Manufacturing process
— The raw milk is curdled at a temperature of approximately 30 °C within 40 hours of milking.
— A mixed strain culture of lactic acid bacteria brings about acidification.
— After cutting, stirring and draining off part of the whey, the whey and curd mixture is washed once or twice with hot water, raising the temperature of the mixture to no more than 37 °C.
— After processing, the curd is placed in cheese moulds.
— Before or during pressing a casein mark is put on the cheese bearing the name Boerenkaas,
possibly supplemented by the name of the type of milk.
— After pressing and acidification over a number of hours, the cheese is soaked in a brine solution of 18 to 22 % common salt (sodium chloride).
— The minimum ripening period on the farm is 13 days after the day on which processing began at a temperature of at least 12 °C.
— To obtain its fully characteristic flavour, Boerenkaas is left to ripen further in the ripening room on the farm or on the cheese merchant's premises. The length of the ripening process varies from a few weeks to over a year.

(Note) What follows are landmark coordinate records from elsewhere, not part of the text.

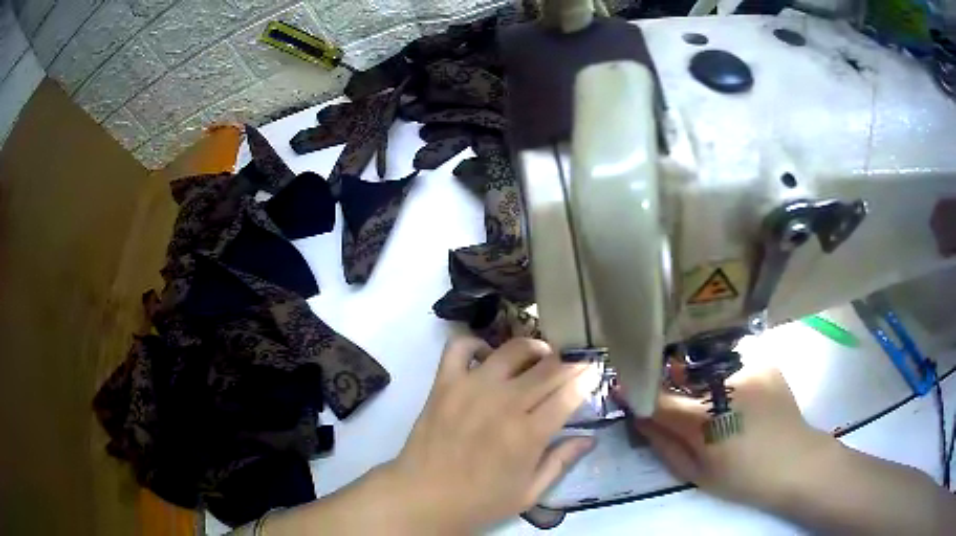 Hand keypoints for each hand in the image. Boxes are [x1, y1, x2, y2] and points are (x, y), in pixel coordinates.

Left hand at [382, 336, 596, 531]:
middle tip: (575, 362)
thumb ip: (561, 462)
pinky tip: (488, 357)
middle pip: (548, 367)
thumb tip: (590, 438)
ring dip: (533, 348)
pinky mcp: (444, 383)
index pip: (569, 392)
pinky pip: (460, 347)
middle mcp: (504, 403)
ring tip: (540, 357)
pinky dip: (476, 343)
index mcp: (528, 434)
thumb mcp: (529, 493)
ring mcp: (471, 388)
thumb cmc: (479, 502)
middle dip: (570, 360)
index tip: (595, 371)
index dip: (587, 377)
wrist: (422, 497)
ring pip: (512, 349)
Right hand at [620, 361, 837, 509]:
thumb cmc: (742, 477)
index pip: (658, 398)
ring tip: (715, 402)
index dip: (637, 392)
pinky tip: (740, 397)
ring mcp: (748, 368)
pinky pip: (735, 365)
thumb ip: (664, 444)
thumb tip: (639, 417)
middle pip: (682, 376)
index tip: (623, 386)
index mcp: (704, 419)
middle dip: (671, 384)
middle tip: (673, 399)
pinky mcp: (765, 362)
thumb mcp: (696, 473)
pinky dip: (729, 378)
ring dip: (702, 381)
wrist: (794, 463)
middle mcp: (724, 385)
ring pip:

The name ‘Boerenkaas’ is specifically linked to a product traditionally made on the farm from raw milk obtained mainly from the farm's own herd. Up to 1874 all milk was processed on the farm. After that, milk gradually began to be industrially processed. Milk used in cheese-making began to be pasteurised in the first few years of the twentieth century. Pasteurisation meant that the character of dairy-made cheese was lost. On the farm, the tradi-
tional method of processing raw milk continued. As a result of enzymes naturally present in milk, i.e. milk lipase, and the presence of a bacteria flora that enters the milk during and after milking, the cheese made from this raw milk has more taste, described as fuller, stronger and tangier. For many consumers, this is what distinguishes the taste of Boerenkaas from ‘industrially-made’ cheese. The taste becomes stronger as ripening progresses. In 1982 new rules were laid down by the Decree and Order on Cheese Products based on the Agricultural Quality Act, relating to cheese quality, the origin of the milk and the method of production. The special quality label guarantees that Boerenkaas is a farm product, is made from raw milk, is kept for only a short period and comes mainly from the farm's own herd.
This legislation also introduces the possibility of using milk from goats, sheep and buffalo in addition to cow's milk and making cheese from raw milk with a lower fat content.
The aforementioned illustrates the specific character of the raw materials used and of the method of production.

Product description:
Boerenkaas is a (semi-) hard cheese made from raw milk from cattle, goats, sheep or buffalo. The fat content of Boerenkaas varies depending on the fat content of the milk used.
The cheese may contain cumin or other seeds, herbs and/or spices. The older the cheese becomes and the longer it ripens, the firmer and drier it becomes, thus producing hard cheese. Examples of names of products are Goudse Boerenkaas, Goudse Boerenkaas met kruiden, Edammer Boerenkaas, Leidse Boerenkaas, Boerenkaas van geitenmelk and Boerenkaas van schapenmelk.